When urban academic Hayley Katzen moves to a remote Australian cattle property to live with her farmer girlfriend, she hopes, at last, to find home.
But this is no happy-ever-after tree change. Lecture halls, law reform and the arts are replaced with castrating calves, shovelling manure, fire-fighting and anti-gas blockades. In a place that attracts people who live by their own rules, Hayley must confront her limitations and preconceptions to forge her own identity.
Set in the unpredictable beauty of the Australian landscape, and told with Hayley Katzen’s compelling candour and rigour, Untethered charts one migrant’s search for home. Part love story and part off-the-grid adventure, Untethered is a powerful reminder that home can be found in many forms – in love, in family and friends, in ideologies and political movements, in landscapes and communities, and ultimately, in ourselves.
The bubble of blissful isolation
Back in 1998, during our first romantic year, I was rarely alone on the farm. The first time, I sat beneath the passionfruit vine, struck by the silence and beauty but also by the depth of the aloneness in this middle of nowhere place. I imagined myself disappearing, becoming irrelevant. I might be completely smitten with Jen but no way would I choose such isolated living over my creative and diverse community at the coast. The years ticked by. I lived and worked in town, two and a half hours from the farm; Jen continued to live here. Our fortnightly long weekends were indulgent and delicious.
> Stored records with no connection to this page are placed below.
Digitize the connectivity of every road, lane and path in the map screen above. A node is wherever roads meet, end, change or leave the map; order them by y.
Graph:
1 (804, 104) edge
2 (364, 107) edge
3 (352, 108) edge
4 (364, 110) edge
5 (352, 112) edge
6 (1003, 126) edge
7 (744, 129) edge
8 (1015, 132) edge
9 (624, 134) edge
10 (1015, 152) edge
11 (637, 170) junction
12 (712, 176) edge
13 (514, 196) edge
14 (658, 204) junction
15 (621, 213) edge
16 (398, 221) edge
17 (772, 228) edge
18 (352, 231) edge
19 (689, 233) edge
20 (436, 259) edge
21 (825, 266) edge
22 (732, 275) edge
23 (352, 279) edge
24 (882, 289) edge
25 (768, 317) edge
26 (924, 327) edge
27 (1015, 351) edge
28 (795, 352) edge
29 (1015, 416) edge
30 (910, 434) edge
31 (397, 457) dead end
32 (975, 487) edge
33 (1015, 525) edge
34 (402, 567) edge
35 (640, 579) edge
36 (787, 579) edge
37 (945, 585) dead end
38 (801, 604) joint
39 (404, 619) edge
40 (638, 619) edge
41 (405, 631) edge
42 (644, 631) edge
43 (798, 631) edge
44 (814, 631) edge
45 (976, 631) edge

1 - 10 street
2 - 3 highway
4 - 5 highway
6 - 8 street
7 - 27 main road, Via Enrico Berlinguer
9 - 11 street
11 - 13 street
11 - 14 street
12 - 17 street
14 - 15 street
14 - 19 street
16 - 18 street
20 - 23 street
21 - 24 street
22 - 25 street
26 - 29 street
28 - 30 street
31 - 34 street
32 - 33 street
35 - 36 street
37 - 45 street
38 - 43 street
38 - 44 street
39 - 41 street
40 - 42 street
Fast forward a decade to a time when I spent most of my days alone at my desk overlooking the vegie garden and down the rutted driveway. Early evening I’d hear the horse’s hooves and look out to see Jen heading home. Although there’s a small local community, I’d not made ‘friends’ in my usual way. This beautiful connection with Jen, even my trips to visit my coastal friends, didn’t satisfy my appetite for connection or assuage my sense of invisibility.
With no mobile phone reception, dial-up internet, mail only three times a week and rarely any unannounced visitors, I’d sometimes turn on the radio just to hear another voice. The isolation I’d so feared had become a defining feature of my life. I railed against it, feared my city friends had bored of me and that I’d become a character in a Jane Austen novel, waiting for my partner to return home. I longed for that merry-go-round of life out there.
And I didn’t want to leave Jen. The push-and-pull. If only the choice would be made for me by an external force – like a job or medical reasons. If only I was stronger, fitter, more self-sufficient. Isolated living seemed to highlight all my limitations. My failure to love the freedom and beauty of this place and life, to fully inhabit this wondrous relationship became the stick with which I beat myself. I could see no way out, no end.
Fast forward another decade to this time of covid quarantine and I’m grateful for this isolated living and the way in which this place and its people have shaped me so that I now appreciate aloneness. I am able to be where I am, rather than longing for where I’m not.
What’s more, after last year – ovarian cancer, drought, bushfire and a beloved friend’s death – I now have the energy and space to work and knit myself back together. The February flood settled the soot and dust. Around us the bush is recovering, the paddocks thriving, wild zinnias swarm across the garden and we’ve eaten our first micro greens from Jen’s garden. I have access to iMessages and What’s Apps, and there are calls from friends whose lives are now less peopled too. I have never felt less isolated.
Here in this temporary bubble, I read poignant reflections on fear of aloneness, frightening accounts of people who are unsafe. I read tips for mental health, about technology to help one connect, and ‘social-distancing burnout’. Everywhere are acknowledgments of our innate need for connection, everyday opportunities are offered to connect virtually. And yet, now, after all these years, I am happy right here in this moment, breathing in the stillness and vastness, grateful to hear only the whirr of my thoughts or voice, Jen’s comments or laughter, or today’s chosen soundtrack.
There is no decision to make, nothing I need to do about this isolation. At some point the doors will swing open, the streets will fill and community will again take place face to face.